**TASK ITEM:**
Check each line of the entries. Copy the ones that contain the string "dead".

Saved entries
·····

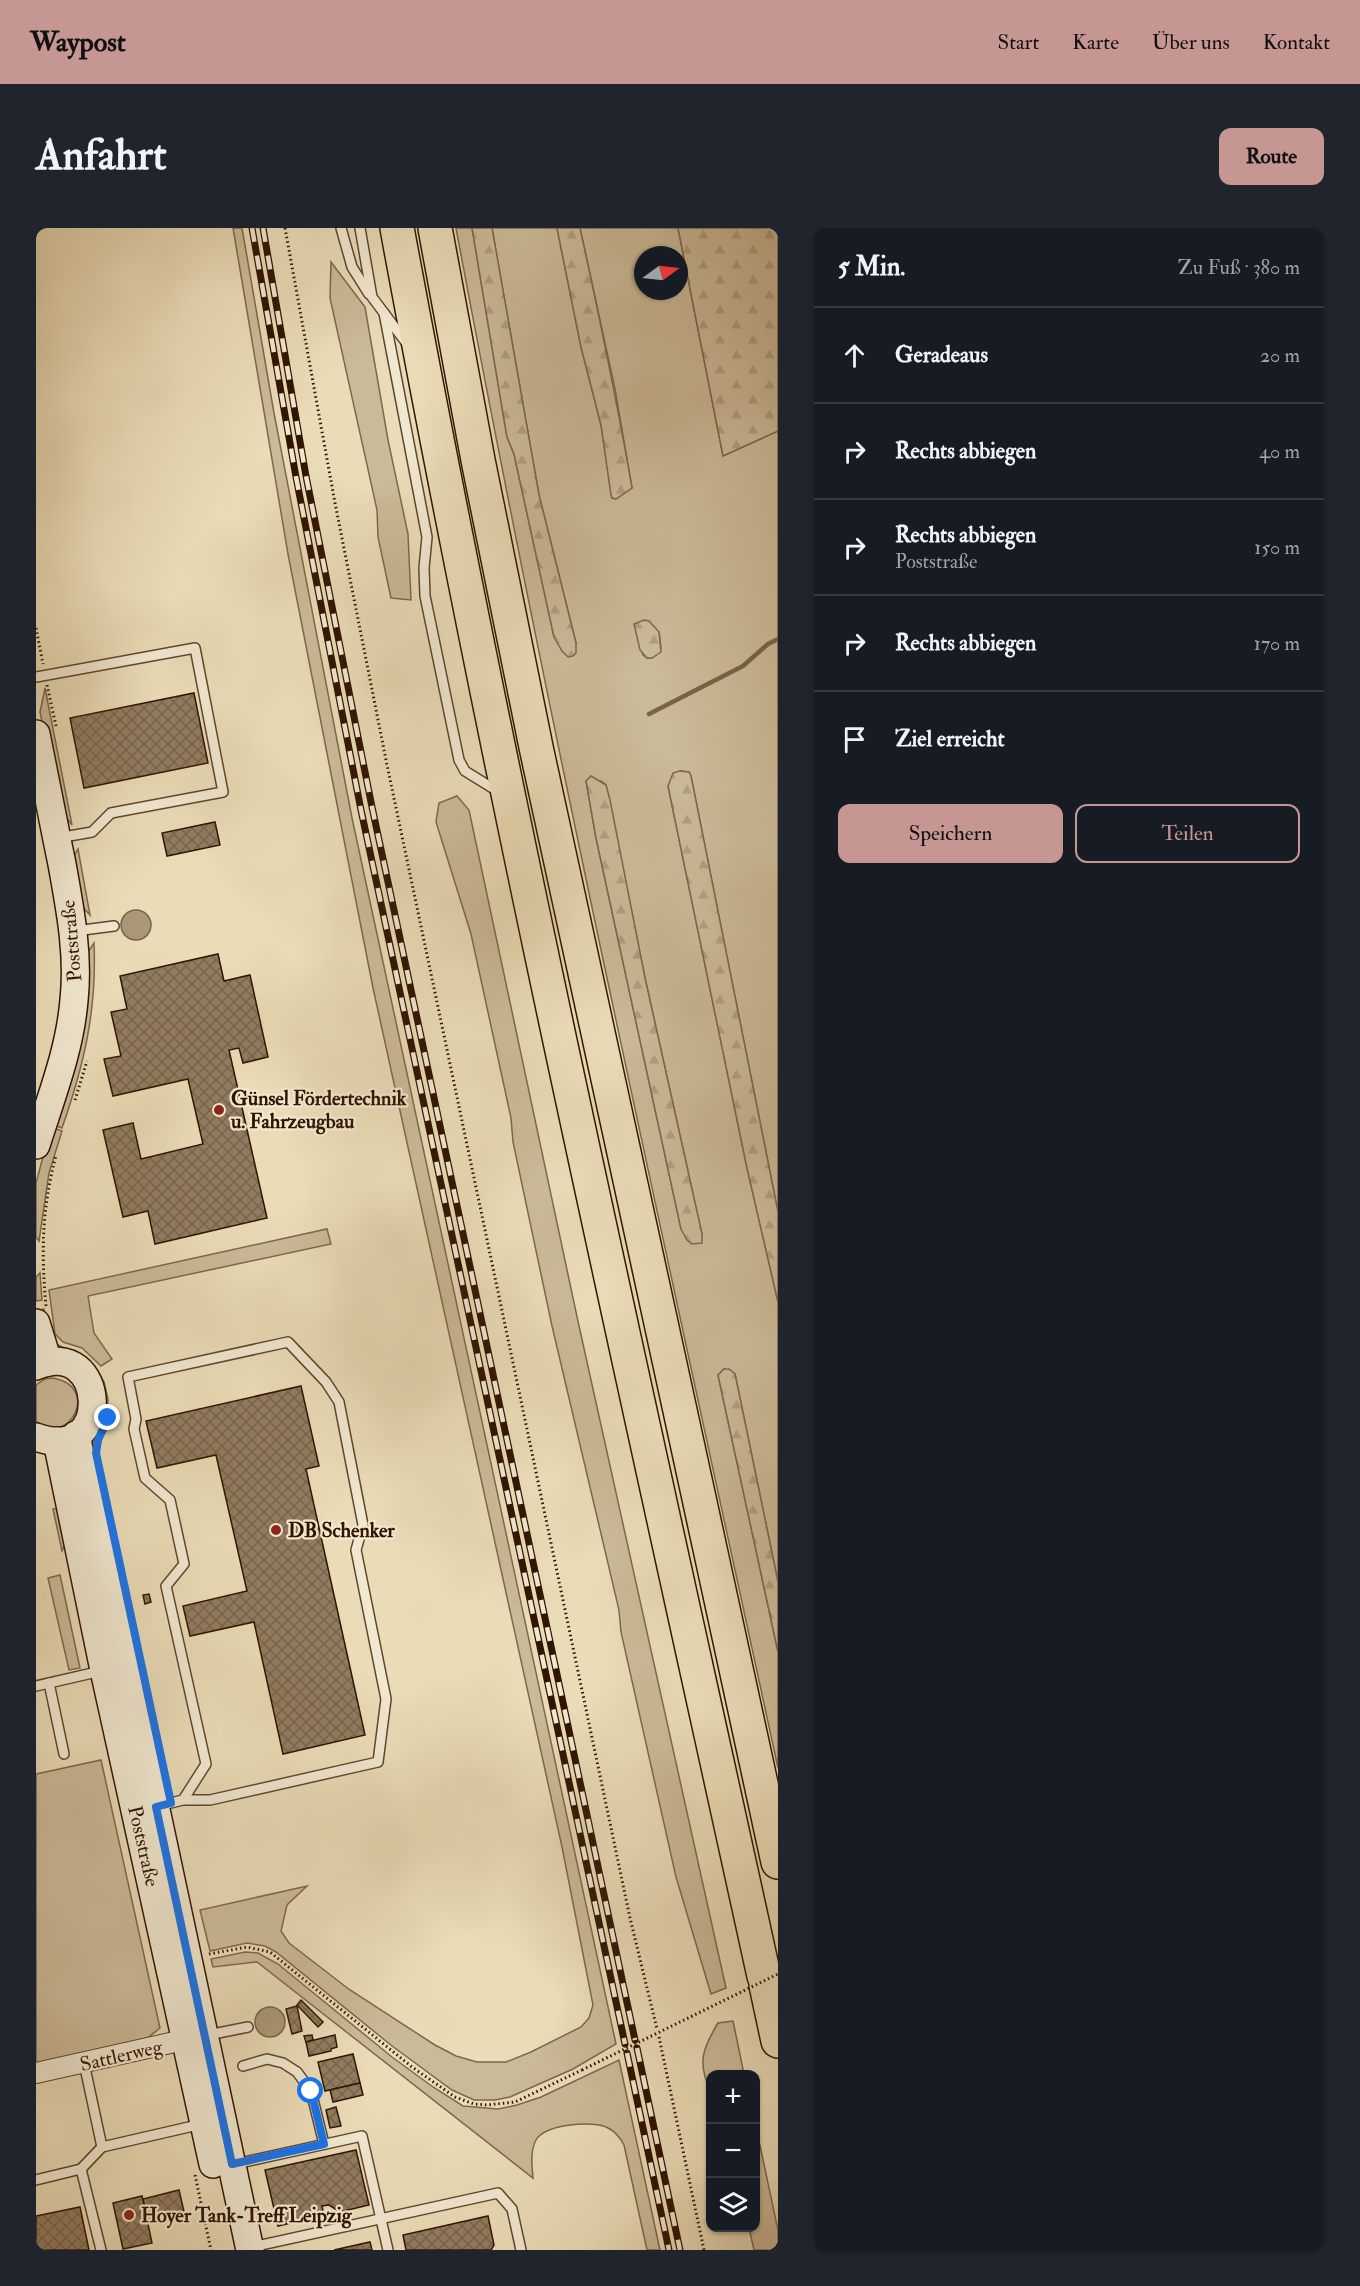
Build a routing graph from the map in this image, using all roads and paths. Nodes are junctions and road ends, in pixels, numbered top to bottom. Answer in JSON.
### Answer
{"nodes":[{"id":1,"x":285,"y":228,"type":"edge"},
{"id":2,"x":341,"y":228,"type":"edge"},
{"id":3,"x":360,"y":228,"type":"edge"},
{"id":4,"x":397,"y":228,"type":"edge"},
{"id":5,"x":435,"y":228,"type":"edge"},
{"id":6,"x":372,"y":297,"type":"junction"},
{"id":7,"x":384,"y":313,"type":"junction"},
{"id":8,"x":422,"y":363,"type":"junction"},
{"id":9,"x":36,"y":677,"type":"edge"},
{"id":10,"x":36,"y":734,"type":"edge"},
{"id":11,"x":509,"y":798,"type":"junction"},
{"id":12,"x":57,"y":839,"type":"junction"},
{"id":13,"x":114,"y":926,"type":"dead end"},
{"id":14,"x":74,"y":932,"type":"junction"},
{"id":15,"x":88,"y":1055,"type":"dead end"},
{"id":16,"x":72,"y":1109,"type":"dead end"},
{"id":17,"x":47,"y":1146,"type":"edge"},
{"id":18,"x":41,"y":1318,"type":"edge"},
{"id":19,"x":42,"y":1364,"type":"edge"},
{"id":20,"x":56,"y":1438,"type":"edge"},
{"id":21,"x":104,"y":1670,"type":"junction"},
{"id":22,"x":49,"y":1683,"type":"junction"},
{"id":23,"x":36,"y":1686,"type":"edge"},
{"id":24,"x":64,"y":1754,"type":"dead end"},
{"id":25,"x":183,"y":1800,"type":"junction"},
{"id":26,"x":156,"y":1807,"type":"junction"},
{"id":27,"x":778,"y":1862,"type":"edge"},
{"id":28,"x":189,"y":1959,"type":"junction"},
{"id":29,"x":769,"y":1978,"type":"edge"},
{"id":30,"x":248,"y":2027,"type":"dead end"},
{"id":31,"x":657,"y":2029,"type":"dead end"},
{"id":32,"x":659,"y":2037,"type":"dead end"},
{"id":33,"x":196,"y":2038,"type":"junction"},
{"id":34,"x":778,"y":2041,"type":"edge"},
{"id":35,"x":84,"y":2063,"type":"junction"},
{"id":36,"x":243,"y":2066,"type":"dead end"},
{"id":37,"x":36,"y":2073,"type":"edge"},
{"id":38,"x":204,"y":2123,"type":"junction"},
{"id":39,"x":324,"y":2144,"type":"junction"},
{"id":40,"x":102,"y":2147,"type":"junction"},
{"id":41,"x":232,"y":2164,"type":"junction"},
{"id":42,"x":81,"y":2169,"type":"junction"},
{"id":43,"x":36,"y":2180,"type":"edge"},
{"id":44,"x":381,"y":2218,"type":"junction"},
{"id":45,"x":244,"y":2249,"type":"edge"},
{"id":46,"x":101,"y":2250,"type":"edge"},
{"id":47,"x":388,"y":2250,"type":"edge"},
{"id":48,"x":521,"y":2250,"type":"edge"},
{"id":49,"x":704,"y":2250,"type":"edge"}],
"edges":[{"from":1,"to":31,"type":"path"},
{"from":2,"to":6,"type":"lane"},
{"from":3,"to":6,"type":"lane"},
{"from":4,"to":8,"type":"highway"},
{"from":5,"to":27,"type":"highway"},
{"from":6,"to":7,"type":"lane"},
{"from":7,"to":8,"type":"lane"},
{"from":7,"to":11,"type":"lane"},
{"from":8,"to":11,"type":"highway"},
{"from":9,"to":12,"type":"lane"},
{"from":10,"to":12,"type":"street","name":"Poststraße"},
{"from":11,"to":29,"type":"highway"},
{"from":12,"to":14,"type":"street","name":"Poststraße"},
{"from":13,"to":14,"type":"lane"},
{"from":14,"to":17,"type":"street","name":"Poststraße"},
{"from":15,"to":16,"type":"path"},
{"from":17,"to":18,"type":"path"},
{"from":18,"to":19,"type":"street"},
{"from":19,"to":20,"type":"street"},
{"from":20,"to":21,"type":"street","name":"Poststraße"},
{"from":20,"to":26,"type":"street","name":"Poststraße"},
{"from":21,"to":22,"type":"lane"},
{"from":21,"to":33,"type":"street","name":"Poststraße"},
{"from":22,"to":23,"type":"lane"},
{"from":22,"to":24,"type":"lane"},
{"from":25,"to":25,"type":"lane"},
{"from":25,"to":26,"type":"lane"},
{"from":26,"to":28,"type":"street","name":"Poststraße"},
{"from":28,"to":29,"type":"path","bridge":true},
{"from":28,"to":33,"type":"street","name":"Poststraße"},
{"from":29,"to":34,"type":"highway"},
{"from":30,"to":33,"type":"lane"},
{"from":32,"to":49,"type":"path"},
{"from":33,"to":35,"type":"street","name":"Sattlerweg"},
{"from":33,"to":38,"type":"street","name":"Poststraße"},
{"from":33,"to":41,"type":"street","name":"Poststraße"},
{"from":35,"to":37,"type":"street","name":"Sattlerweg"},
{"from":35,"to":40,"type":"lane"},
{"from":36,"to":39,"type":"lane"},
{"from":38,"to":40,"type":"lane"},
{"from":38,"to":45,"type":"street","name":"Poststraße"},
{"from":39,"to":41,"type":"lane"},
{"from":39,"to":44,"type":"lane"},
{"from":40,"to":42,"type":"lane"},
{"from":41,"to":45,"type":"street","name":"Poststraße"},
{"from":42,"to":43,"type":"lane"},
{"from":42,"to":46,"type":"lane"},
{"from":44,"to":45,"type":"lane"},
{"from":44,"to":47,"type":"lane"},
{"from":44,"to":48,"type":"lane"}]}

·····

**EXPECTED ANSWER:**
{"id":13,"x":114,"y":926,"type":"dead end"},
{"id":15,"x":88,"y":1055,"type":"dead end"},
{"id":16,"x":72,"y":1109,"type":"dead end"},
{"id":24,"x":64,"y":1754,"type":"dead end"},
{"id":30,"x":248,"y":2027,"type":"dead end"},
{"id":31,"x":657,"y":2029,"type":"dead end"},
{"id":32,"x":659,"y":2037,"type":"dead end"},
{"id":36,"x":243,"y":2066,"type":"dead end"},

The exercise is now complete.